[MATERIAL PROVIDED — start]

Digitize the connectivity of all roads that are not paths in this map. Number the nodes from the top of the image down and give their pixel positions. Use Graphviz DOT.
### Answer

[MATERIAL PROVIDED — finish]
[MATERIAL PROVIDED — start]

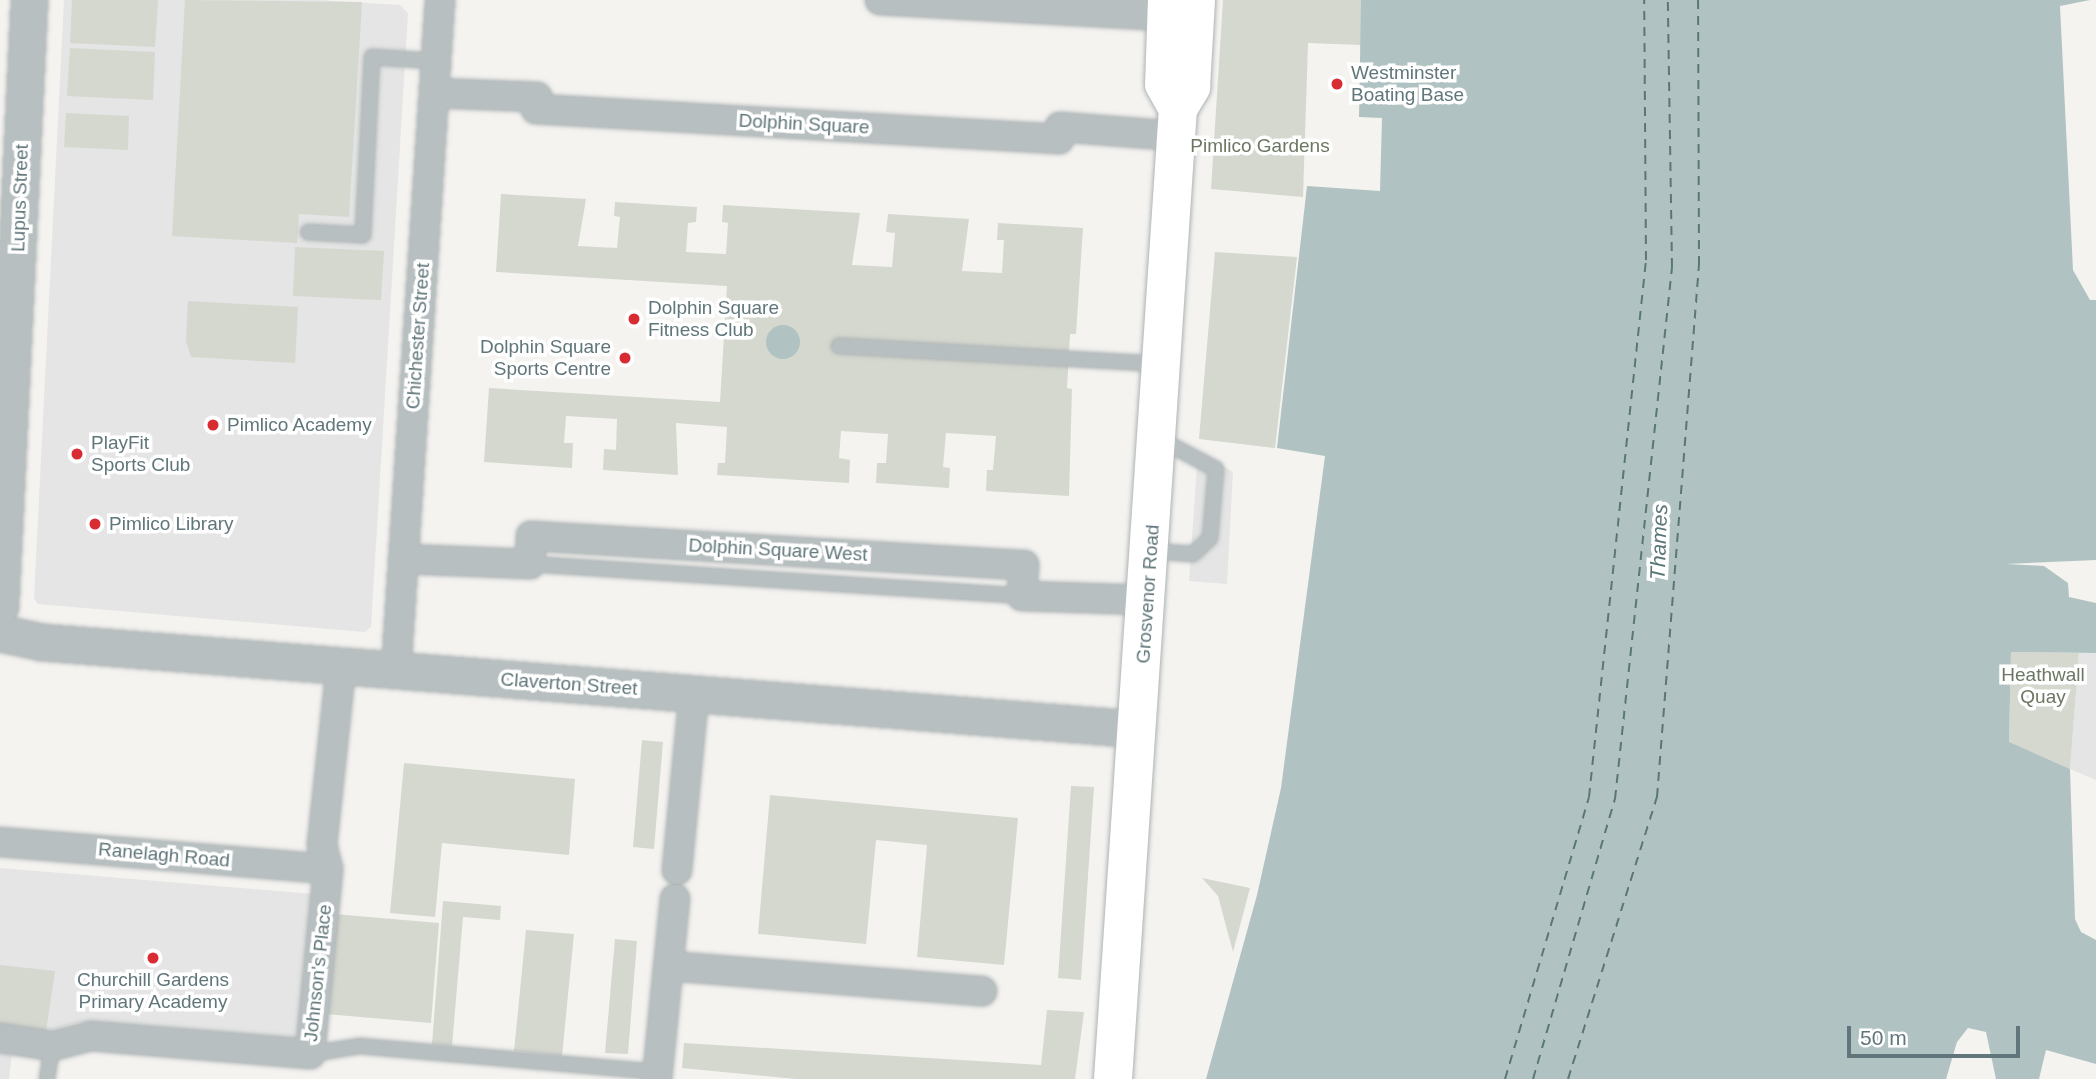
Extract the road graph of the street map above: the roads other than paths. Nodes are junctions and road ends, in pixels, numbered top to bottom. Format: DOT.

[MATERIAL PROVIDED — finish]

* TASK
Your answer should be the lines of the records that hold the string "roads".

* WORKED SOLUTION
Digitize the connectivity of all roads that are not paths in this map. Number the nodes from the top of the image down and give their pixel positions. Use Graphviz DOT.
Extract the road graph of the street map above: the roads other than paths. Nodes are junctions and road ends, in pixels, numbered top to bottom. Format: DOT.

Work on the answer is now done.